With the trend of the stock index futures trading market becoming better, more and more people are paying attention to the situation of the stock index futures trading market, because stock index futures can reduce the systemic risk of the stock market through hedging operations. Its main role, according to the purpose of entering the stock index futures market, investors in the stock index futures market can be divided into three categories: hedges, arbitrageurs and speculators.
Hedging refers to the use of futures contracts on the stock index futures trading market that are equal to the value of the spot position but in the opposite direction to avoid institutions or individuals with large fluctuations in spot prices.
Stock index futures have good liquidity and low transaction costs, which can be used to reduce or eliminate systemic risks. In the stock index futures trading market, when investors realize that there may be greater systemic risk in the market, they can use stock index futures for hedging. In general, stock index futures and stock spot prices are affected by the same factors, and the direction of change is basically the same. Therefore, as long as investors establish a position in the stock index futures trading market that is opposite to the stock spot market, when the market price changes, the losses in one market can be hedged by the profits in the other market. By calculating the appropriate hedging ratio, the approximate balance between loss and profit can be achieved, thereby achieving the purpose of hedging.
Hedging of stock index futures can be divided into selling hedging and buying hedging. Selling hedging refers to the hedging performed by stock holders (such as long-term investors, etc.) to sell contracts in the stock index futures market in order to avoid asset damage caused by falling stock prices; buying hedging refers to preparing to hold stocks In order to avoid the rise in share prices caused by rising stock prices, individuals or institutions buy and maintain the value of contracts in the futures market.
Arbitrage refers to the use of stock index futures trading markets and stock spot markets (current arbitrage), different stock index futures markets (inter-market arbitrage), different stock index futures contracts (inter-product arbitrage), or different delivery months of the same product (inter-temporal arbitrage) ) The unreasonable relationship between the price and the institution or individual who earns the difference in price by buying and selling at the same time.
Arbitrage is very important for the stock index futures trading market. On the one hand, through futures arbitrage, the price of stock index futures and the stock index will maintain a reasonable relationship. On the other hand, arbitrage behavior helps to improve the liquidity of the stock index futures market. The existence of arbitrage behavior not only increased the trading volume of the stock index futures market, but also increased the trading volume of the stock market. The improvement of market liquidity is conducive to the normal implementation of investors’ normal transactions and hedging operations.

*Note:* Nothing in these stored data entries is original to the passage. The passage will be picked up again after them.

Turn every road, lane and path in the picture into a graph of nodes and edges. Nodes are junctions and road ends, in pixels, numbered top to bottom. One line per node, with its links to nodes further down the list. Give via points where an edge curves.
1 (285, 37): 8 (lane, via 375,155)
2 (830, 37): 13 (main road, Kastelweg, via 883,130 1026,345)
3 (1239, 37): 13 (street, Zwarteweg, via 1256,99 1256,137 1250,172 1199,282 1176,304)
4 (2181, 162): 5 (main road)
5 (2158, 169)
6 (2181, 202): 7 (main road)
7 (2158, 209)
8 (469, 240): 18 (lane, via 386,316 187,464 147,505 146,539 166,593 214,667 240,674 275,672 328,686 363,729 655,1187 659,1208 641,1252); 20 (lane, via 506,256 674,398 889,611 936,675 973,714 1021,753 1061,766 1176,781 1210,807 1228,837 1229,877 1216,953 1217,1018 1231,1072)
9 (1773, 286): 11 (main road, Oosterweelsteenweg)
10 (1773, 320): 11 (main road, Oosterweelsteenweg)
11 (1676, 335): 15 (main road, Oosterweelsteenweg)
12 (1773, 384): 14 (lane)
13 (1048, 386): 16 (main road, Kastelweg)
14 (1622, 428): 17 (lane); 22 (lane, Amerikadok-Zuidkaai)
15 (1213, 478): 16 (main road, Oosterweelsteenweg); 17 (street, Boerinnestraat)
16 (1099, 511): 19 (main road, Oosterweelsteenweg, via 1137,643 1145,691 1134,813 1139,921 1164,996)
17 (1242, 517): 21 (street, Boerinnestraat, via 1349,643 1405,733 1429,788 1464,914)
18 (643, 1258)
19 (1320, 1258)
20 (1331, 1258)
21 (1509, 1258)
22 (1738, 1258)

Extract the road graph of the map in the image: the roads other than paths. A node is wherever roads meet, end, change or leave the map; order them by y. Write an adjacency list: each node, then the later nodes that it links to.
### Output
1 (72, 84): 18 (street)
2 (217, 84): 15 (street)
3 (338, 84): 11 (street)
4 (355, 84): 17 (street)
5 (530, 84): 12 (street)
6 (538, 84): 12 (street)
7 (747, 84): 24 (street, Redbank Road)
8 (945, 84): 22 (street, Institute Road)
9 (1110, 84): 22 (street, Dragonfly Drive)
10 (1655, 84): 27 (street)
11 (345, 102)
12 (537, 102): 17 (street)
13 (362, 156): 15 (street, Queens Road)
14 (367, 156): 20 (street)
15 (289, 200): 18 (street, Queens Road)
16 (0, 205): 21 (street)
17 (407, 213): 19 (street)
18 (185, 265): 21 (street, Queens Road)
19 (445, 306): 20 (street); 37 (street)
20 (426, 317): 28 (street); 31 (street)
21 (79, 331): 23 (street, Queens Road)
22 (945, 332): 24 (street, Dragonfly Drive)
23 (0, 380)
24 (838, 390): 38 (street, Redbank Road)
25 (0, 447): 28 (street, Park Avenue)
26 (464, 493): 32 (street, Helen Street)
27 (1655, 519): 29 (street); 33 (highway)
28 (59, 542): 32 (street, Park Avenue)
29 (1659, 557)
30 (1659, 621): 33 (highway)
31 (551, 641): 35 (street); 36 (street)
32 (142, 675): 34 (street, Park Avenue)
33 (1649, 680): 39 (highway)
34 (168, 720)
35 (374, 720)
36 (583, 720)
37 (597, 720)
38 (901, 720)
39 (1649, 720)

Speculators refer to those institutions or individuals who specialize in buying and selling stock index futures contracts on the stock index futures market, that is, buying when they are bullish and selling when they are bearish.
Speculative trading of stock index futures refers to the determination of holding long or short positions based on judgments on the future trend of stock index futures prices. Because the leverage of stock index futures meets the needs of speculators, speculators are willing to bear the risk of hedging transfers in order to obtain spread benefits. Therefore, in the stock index futures market, there are some speculators who specialize in stock index futures trading. Their risk tolerance is strong. The purpose of buying or selling stock index futures contracts is not to avoid economic losses caused by changes in the price of the stock portfolios they hold, but to obtain stock index futures prices when they rise or fall. The resulting spread profit.
No matter what kind of stock market investors are for profit, although it is said that under the hedging of stock index futures, the stock market generally does not experience large fluctuations, but there are many factors affecting the stock and stock index futures markets. In addition to having the necessary theoretical knowledge, you also need to have rich experience, a keen sense of smell, and extraordinary courage. Of course, you must have the ability to withstand failure. It is the so-called “wealth in wealth insurance”, high returns and high risks This is exactly the charm of the stock market!